Le ministre de l’Intérieur, Gérald Darmanin, à côté d’un bungalow endommagé au camping La Pinède, à Calvi, le 19 août 2022, au lendemain de violents orages qui ont fait cinq morts et une vingtaine de blessés. EMMANUEL DUNAN / AFP
Après les violents orages qui ont frappé la Corse, faisant au moins cinq morts, c’est Météo-France qui se retrouve au cœur de la tempête. Sur les réseaux sociaux, à la télévision, l’organisation est la cible de critiques et de moqueries, accusée d’être coupable d’un “gros échec” en signalant trop tard. Depuis Calvi (Haute-Corse), le ministre de l’Intérieur, Gérald Darmanin, a annoncé, vendredi 19 août, le lancement imminent d’une enquête auprès des services de sécurité civile pour faire le point sur ce qui ne fonctionne pas.
“L’alerte météo ne qualifie pas de nécessaire ces vents absolument exceptionnels qui se sont formés en quelques minutes”, a commenté sèchement M. Darmanin, comme pour rejeter la responsabilité du seul organisme météorologique. Ce que nous voyons dans le MIA, c’est que le signal météo est arrivé quelques minutes avant le pire du temps.
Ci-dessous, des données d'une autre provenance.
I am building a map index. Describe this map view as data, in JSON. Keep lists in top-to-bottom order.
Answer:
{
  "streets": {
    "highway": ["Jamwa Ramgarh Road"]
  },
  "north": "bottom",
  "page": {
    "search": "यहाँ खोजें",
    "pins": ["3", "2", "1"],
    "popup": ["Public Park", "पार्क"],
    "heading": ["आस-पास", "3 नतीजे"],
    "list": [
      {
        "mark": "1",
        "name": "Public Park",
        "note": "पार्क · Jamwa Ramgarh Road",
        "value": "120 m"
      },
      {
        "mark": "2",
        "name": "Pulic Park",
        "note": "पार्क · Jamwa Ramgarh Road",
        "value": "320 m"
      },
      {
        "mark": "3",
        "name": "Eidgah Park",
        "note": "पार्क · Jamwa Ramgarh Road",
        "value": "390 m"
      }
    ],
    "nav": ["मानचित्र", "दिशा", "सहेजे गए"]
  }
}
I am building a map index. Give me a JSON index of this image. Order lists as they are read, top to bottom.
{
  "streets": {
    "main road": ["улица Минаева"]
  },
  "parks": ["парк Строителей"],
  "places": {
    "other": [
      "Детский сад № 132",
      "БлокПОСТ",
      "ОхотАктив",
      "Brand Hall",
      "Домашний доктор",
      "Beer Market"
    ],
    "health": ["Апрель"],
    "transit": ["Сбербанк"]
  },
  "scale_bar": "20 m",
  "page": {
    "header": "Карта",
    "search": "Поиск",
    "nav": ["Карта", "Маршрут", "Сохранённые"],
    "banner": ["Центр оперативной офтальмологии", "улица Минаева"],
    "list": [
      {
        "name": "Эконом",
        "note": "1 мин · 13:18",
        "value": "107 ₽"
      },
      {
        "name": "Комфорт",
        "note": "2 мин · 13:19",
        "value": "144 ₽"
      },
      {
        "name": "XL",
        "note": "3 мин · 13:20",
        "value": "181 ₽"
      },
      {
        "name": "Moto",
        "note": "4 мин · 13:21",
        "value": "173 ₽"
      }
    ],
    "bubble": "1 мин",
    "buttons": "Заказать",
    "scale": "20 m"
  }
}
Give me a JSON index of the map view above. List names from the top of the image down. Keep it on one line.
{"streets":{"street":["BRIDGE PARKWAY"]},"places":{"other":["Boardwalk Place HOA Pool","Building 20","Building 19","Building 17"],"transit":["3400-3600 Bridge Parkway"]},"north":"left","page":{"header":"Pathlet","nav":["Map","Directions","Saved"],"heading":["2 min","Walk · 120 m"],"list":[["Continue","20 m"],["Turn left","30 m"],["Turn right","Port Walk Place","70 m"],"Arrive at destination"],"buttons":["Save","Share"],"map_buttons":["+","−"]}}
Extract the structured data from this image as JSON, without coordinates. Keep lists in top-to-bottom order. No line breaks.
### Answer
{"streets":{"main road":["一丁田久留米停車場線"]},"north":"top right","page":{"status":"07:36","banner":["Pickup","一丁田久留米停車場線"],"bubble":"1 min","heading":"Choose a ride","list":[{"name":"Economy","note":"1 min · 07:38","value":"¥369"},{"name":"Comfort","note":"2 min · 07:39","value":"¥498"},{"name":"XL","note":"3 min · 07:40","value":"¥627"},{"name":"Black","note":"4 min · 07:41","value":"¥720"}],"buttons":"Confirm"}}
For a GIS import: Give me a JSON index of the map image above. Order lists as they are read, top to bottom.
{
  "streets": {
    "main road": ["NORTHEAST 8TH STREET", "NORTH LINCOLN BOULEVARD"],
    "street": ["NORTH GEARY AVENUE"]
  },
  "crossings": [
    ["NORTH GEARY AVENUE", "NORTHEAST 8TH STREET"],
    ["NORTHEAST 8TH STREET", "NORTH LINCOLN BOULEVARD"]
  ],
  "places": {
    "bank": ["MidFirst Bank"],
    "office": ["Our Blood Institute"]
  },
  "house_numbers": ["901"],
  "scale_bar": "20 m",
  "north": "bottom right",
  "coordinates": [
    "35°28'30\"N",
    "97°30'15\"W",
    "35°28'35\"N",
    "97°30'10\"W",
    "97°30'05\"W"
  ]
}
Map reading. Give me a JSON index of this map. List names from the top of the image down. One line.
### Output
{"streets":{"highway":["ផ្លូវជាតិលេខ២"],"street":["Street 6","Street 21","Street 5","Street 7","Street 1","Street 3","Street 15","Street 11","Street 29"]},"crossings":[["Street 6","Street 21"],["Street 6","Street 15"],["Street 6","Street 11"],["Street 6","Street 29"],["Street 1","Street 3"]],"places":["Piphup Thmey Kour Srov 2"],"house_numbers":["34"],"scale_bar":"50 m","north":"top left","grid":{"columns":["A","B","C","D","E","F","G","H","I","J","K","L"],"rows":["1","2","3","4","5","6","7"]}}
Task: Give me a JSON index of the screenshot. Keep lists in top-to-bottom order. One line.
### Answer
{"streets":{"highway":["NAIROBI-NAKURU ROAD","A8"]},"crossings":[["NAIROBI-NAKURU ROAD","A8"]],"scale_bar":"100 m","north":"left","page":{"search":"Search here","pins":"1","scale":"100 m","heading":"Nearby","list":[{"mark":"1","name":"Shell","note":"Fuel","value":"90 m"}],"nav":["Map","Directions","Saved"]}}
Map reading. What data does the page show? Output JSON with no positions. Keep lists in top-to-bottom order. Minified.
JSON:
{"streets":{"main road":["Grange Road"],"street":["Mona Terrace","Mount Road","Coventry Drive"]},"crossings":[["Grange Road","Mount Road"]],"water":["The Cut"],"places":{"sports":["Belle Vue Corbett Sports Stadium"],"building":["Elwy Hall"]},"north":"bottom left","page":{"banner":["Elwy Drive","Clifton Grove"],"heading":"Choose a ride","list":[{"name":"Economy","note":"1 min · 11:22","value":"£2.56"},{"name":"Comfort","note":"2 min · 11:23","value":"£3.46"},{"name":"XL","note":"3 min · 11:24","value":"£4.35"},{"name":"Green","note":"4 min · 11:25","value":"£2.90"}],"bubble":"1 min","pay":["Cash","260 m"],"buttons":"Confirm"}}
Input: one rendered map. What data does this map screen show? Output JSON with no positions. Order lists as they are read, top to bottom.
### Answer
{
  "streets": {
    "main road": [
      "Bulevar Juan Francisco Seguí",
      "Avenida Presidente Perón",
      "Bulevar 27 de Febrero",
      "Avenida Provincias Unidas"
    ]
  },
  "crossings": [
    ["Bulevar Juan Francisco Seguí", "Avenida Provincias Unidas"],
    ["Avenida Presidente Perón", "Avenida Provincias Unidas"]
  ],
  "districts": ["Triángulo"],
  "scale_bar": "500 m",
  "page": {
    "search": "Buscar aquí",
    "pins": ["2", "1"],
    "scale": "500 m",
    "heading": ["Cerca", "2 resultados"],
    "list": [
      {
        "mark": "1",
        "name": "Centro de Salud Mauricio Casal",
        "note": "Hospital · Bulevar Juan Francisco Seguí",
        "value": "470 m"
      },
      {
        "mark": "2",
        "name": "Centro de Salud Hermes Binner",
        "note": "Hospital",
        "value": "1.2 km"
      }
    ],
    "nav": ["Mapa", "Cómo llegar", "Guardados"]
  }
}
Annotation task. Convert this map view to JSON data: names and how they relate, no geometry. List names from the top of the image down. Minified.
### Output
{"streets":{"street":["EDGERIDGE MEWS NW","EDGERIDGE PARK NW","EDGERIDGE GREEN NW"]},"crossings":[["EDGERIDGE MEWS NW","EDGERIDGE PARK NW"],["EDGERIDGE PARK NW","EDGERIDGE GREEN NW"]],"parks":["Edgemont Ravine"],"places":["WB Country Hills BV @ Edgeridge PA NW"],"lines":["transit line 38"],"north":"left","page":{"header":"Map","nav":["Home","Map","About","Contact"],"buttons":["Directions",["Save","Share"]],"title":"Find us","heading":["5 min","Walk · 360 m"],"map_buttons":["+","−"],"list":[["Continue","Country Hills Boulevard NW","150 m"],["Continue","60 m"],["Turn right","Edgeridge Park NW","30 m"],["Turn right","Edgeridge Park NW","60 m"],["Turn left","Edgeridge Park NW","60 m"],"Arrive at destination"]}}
Donc à 8h du matin évacuer les campings n’était physiquement pas possible. »
Jeudi 18 août, dans son bulletin de 6 heures, Météo-France plaçait la Corse uniquement en simple alerte jaune (“attention”), comme une bonne partie du territoire. A l’époque, les prévisionnistes ne s’attendaient qu’à “de puissants orages (…) en mer près de la Corse, avec de fortes rafales de vent” qui pourraient “affecter très temporairement les côtes ouest et nord”. L’alerte orange (“soyez très vigilant”) n’a été activée qu’à 8h30, après que la tempête a touché terre avec des tornades. Cependant, entre 8 h 15 et 9 h 15, la tempête a été la plus violente, avec des rafales mesurées à 145 milles à l’heure, des niveaux jamais vus auparavant.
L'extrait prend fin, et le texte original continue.